§ What is required
Reading the records below, find how many lines include the word "BERLINER" and give that number alone.

[Items from a dataset]
- Opening Delimiter -

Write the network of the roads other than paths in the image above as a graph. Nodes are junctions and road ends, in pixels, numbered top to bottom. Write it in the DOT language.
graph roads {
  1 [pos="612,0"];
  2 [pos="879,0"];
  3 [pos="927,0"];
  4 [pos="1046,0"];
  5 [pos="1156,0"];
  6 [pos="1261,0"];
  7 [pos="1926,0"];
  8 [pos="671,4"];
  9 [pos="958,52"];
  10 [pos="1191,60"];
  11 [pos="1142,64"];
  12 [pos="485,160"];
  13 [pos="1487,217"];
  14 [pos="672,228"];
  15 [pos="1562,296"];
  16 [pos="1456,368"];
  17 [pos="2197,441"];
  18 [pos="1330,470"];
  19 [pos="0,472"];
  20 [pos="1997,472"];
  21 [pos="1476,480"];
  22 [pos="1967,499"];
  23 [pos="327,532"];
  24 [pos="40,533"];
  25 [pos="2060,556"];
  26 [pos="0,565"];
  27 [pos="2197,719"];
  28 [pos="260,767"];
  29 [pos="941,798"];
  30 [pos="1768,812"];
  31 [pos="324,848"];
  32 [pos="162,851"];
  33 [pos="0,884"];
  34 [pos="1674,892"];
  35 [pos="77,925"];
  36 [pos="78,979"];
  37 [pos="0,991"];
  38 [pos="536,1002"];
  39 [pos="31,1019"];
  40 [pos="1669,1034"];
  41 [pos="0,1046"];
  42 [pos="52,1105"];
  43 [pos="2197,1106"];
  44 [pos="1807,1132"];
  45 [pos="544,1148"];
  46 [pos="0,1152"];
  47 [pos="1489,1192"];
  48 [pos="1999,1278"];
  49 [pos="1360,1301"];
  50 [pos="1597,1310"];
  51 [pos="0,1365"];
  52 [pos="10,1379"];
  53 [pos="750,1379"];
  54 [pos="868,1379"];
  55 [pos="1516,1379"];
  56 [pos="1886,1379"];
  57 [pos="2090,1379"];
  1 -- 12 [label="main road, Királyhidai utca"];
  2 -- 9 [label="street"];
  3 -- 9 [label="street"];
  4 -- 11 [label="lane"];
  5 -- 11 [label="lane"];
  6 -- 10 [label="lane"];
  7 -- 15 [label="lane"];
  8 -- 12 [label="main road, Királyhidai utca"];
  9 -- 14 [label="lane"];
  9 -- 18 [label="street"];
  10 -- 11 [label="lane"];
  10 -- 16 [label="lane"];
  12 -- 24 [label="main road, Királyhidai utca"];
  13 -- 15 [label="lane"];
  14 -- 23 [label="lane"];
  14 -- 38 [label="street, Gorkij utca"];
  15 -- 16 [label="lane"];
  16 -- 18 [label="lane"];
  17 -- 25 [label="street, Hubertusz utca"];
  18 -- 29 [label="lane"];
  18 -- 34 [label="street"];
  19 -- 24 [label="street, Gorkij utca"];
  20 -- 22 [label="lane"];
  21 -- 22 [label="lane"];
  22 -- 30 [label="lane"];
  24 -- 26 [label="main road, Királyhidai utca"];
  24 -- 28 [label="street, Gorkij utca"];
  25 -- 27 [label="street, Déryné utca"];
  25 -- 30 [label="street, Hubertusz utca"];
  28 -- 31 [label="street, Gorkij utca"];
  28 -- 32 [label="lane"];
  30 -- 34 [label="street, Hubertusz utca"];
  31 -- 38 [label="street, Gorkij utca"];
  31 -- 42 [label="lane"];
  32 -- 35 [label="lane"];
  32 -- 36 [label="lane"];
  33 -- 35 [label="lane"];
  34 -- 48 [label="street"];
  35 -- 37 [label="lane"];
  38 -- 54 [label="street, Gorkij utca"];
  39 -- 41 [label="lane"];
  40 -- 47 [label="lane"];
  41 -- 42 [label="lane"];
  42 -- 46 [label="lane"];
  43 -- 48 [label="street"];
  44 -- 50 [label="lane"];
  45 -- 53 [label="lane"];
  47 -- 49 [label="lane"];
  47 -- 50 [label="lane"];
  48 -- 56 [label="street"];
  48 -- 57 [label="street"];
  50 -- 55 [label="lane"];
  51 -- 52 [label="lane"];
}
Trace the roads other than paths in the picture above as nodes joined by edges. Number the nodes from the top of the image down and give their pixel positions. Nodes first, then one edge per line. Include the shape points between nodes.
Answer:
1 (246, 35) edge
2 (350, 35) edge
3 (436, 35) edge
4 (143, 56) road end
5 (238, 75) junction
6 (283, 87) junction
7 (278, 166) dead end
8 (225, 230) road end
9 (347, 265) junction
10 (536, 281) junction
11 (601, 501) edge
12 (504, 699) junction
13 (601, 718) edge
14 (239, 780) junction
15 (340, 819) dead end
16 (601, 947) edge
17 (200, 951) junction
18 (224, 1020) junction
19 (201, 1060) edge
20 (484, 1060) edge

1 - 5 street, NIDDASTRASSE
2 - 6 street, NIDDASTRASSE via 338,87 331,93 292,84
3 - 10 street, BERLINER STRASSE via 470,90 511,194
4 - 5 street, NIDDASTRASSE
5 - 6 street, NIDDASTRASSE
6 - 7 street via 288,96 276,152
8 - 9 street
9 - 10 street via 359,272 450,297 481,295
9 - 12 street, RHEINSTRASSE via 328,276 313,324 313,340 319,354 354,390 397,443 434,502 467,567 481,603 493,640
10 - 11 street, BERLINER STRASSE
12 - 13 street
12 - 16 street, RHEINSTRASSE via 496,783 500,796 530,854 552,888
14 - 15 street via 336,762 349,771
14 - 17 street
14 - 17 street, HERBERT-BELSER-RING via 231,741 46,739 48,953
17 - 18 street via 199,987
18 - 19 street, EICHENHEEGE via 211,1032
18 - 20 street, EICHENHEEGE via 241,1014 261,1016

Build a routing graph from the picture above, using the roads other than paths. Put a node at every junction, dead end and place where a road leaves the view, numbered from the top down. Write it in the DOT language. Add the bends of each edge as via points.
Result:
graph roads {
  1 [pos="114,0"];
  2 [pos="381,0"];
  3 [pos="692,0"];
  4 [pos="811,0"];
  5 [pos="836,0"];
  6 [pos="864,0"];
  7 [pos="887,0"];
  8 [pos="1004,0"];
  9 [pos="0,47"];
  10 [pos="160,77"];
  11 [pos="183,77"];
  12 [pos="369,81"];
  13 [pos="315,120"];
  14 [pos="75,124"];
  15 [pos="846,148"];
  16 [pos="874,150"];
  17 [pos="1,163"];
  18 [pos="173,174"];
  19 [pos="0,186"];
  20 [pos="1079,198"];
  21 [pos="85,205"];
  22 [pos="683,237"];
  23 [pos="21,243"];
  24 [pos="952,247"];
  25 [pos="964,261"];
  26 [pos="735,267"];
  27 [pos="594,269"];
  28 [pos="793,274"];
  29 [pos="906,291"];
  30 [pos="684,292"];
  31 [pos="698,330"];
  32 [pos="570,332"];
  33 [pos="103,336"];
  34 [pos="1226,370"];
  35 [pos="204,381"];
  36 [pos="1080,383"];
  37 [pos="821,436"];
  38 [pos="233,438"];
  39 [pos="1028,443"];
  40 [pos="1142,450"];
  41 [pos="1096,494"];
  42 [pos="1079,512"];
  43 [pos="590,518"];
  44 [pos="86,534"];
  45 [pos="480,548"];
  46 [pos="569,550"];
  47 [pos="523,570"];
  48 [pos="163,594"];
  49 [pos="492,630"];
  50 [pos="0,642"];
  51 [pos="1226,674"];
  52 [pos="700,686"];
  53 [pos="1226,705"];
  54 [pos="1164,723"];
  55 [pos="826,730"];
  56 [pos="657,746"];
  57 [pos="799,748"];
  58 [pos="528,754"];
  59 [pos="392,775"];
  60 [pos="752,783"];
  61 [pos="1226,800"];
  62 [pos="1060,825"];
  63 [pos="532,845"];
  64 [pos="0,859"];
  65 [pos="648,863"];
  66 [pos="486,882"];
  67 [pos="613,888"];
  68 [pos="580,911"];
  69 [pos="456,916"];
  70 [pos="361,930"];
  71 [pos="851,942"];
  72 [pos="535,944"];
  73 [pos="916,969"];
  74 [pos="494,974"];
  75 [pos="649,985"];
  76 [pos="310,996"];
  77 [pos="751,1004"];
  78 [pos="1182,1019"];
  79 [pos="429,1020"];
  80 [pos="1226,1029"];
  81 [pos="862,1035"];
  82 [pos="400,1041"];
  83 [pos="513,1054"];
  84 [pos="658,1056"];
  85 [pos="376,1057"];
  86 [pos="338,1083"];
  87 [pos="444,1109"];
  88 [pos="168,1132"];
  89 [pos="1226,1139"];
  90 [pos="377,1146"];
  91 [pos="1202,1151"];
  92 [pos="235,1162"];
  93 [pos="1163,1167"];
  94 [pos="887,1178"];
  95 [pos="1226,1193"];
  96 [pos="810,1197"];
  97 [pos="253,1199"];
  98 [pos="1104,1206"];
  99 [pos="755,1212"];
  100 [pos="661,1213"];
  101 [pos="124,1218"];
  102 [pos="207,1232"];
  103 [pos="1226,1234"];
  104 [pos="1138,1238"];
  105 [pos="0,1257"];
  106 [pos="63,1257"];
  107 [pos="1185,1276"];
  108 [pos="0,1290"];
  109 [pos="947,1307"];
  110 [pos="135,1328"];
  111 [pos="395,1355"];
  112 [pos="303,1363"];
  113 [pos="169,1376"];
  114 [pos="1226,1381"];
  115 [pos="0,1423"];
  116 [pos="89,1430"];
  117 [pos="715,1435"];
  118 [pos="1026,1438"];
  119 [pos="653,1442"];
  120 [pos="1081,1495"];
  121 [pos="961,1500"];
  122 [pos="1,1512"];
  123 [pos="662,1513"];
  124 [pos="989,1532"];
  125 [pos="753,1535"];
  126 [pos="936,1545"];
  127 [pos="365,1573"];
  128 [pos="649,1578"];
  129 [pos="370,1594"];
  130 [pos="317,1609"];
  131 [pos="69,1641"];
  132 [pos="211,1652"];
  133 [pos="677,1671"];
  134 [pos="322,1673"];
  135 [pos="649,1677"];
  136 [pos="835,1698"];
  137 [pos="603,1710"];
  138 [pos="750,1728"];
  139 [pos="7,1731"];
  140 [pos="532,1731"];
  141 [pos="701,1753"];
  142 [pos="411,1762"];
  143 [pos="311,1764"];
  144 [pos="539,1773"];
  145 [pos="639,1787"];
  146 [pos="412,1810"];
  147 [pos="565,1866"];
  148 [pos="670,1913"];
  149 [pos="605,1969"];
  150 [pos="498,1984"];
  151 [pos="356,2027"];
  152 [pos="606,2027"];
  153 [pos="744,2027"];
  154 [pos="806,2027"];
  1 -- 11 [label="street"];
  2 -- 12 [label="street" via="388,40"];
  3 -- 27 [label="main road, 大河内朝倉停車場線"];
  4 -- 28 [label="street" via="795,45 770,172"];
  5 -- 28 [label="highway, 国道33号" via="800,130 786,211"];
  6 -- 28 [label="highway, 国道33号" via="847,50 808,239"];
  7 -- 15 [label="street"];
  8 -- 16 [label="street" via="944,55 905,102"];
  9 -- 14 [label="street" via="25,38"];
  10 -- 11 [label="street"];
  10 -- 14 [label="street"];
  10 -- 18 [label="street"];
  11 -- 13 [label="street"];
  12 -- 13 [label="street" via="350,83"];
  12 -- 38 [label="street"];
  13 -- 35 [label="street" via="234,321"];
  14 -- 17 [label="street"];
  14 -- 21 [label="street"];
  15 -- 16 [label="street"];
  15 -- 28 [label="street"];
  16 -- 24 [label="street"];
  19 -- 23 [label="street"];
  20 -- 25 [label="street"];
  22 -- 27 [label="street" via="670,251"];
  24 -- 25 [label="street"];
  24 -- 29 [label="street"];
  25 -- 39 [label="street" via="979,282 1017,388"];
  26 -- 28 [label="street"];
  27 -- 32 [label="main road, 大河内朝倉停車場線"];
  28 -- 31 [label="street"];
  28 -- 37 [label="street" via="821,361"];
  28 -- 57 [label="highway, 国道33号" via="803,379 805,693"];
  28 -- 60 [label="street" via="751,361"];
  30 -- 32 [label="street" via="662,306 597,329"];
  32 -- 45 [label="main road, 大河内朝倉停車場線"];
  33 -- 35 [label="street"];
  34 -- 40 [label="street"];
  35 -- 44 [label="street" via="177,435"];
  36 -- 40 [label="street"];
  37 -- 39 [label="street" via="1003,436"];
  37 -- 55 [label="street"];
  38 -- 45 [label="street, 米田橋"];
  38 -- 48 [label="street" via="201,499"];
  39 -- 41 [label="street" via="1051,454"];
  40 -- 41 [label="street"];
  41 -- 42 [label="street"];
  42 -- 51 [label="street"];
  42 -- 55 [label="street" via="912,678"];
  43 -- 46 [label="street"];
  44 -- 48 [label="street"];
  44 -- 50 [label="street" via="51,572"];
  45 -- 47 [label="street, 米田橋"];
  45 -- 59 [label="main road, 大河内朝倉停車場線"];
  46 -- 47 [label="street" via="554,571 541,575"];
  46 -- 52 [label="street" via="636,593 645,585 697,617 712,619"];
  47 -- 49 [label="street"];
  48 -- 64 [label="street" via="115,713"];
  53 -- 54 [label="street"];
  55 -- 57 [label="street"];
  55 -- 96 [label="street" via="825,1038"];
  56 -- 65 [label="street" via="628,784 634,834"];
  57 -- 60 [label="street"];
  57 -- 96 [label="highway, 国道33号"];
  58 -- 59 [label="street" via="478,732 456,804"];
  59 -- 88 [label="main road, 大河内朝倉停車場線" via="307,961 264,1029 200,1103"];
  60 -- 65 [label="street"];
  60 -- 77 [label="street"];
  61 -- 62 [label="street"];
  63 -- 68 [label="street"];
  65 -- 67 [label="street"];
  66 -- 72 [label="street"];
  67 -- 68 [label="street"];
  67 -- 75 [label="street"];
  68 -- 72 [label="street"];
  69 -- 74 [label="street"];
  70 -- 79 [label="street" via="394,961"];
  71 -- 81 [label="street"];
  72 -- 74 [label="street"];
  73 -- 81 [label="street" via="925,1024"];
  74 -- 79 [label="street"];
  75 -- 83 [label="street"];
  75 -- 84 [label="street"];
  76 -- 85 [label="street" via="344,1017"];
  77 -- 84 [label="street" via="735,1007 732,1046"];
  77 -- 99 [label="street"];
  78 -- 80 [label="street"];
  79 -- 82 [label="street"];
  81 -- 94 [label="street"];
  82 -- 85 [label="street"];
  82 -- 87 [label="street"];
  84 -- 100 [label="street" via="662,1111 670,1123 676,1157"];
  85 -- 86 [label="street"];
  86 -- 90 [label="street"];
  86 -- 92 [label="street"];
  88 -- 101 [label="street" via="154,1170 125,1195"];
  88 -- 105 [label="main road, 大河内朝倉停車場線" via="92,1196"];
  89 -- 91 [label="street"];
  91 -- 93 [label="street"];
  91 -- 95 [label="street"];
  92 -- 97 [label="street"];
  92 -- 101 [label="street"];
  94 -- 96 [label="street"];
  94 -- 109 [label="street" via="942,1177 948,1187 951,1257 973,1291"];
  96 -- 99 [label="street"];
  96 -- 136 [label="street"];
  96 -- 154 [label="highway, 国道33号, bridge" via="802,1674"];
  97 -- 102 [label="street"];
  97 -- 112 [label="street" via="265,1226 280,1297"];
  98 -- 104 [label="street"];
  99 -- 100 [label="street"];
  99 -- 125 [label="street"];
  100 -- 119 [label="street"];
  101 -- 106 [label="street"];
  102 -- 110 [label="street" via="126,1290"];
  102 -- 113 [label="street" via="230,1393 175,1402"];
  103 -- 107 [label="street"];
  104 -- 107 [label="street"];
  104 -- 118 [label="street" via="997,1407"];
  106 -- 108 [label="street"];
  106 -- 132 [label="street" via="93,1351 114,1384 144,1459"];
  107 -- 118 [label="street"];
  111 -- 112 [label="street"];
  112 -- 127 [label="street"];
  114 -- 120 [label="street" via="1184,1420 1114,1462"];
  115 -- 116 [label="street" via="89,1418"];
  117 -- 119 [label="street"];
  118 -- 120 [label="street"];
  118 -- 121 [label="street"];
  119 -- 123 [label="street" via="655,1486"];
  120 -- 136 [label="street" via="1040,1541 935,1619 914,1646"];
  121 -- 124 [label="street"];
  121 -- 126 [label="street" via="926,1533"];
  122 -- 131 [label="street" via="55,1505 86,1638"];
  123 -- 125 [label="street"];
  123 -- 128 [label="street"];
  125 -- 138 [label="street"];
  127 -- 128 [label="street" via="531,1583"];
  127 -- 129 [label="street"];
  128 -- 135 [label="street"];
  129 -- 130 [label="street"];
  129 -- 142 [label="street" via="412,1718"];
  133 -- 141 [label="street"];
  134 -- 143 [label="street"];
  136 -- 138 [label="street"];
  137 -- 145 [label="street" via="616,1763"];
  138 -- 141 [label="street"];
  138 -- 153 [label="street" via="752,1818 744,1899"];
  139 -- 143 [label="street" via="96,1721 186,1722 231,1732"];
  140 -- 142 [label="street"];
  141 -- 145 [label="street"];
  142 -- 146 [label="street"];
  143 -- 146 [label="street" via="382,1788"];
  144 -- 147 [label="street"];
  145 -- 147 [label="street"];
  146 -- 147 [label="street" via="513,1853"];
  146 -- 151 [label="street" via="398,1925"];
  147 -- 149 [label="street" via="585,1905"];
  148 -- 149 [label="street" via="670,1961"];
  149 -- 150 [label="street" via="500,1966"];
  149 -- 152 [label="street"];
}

- Closing Delimiter -

§ Answer space
2